Wherever the listing has a line with the string "Avenue", copy that line out.

Provided entries:
┄┄┄┄┄┄┄┄┄┄

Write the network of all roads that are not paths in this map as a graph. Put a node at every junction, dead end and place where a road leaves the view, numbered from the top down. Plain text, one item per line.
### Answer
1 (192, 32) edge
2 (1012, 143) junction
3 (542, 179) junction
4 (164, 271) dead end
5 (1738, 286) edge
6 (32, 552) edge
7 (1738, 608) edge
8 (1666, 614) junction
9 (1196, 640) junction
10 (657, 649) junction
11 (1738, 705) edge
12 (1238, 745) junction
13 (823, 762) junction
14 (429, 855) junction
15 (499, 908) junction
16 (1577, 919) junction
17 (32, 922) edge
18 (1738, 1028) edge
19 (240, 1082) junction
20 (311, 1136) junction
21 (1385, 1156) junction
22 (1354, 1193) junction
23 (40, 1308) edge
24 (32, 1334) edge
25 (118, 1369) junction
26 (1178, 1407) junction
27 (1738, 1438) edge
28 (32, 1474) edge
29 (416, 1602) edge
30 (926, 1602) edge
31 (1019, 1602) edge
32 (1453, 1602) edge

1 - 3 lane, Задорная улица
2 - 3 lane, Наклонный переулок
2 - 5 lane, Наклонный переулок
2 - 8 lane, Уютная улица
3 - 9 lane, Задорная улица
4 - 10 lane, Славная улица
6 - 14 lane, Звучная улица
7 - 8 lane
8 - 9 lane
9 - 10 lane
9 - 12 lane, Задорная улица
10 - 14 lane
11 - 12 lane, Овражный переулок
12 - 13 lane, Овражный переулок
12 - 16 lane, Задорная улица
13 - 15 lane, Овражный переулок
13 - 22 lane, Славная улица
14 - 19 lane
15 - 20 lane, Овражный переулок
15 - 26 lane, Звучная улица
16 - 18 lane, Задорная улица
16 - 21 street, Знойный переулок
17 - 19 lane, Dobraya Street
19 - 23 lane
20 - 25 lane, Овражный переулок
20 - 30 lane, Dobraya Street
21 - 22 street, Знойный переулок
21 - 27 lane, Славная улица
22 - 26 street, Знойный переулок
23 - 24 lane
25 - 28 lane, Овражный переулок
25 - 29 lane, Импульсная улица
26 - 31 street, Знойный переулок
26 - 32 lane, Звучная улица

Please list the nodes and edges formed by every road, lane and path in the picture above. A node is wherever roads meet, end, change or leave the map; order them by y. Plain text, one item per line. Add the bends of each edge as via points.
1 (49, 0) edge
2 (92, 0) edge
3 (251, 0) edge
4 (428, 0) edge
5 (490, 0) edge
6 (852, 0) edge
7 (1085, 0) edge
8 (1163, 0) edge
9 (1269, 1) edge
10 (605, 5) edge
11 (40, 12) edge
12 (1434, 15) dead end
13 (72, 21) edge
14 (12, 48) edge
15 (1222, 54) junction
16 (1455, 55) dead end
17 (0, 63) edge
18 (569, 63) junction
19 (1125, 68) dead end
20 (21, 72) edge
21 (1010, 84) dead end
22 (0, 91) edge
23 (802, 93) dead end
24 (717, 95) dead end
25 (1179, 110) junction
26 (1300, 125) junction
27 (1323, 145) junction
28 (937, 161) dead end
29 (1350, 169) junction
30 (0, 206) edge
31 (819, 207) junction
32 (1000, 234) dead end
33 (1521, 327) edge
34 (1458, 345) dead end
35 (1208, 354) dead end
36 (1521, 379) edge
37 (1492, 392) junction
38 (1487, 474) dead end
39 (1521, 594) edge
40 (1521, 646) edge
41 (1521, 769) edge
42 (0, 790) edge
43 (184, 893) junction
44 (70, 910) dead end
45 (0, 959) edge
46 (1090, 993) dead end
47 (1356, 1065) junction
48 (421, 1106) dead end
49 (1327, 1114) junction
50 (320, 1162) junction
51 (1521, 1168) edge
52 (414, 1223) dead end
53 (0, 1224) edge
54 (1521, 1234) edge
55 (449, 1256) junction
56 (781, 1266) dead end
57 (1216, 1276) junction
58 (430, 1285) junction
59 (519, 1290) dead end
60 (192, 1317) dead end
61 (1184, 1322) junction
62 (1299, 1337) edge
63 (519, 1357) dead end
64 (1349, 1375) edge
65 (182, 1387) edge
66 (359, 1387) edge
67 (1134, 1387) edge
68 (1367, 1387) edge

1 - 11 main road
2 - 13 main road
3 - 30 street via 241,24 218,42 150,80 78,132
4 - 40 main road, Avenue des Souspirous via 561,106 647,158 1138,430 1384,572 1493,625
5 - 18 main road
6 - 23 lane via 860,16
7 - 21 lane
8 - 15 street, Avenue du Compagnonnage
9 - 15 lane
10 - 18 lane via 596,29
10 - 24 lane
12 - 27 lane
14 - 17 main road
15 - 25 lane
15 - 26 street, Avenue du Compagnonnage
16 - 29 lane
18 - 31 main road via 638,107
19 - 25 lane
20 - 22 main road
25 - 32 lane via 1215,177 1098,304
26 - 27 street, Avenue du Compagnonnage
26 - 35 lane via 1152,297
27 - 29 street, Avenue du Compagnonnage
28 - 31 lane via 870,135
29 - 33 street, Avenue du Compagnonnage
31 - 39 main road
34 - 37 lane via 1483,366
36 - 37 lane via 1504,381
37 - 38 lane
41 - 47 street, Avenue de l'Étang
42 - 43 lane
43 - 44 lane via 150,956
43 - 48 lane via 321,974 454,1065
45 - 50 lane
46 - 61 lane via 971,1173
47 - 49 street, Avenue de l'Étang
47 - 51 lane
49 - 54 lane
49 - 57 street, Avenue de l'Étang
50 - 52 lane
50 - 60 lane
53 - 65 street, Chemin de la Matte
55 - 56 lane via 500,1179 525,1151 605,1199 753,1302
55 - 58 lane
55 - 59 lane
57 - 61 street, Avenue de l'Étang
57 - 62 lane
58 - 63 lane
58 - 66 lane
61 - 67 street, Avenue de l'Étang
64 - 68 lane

┄┄┄┄┄┄┄┄┄┄

Problem solution:
4 - 40 main road, Avenue des Souspirous via 561,106 647,158 1138,430 1384,572 1493,625
8 - 15 street, Avenue du Compagnonnage
15 - 26 street, Avenue du Compagnonnage
26 - 27 street, Avenue du Compagnonnage
27 - 29 street, Avenue du Compagnonnage
29 - 33 street, Avenue du Compagnonnage
41 - 47 street, Avenue de l'Étang
47 - 49 street, Avenue de l'Étang
49 - 57 street, Avenue de l'Étang
57 - 61 street, Avenue de l'Étang
61 - 67 street, Avenue de l'Étang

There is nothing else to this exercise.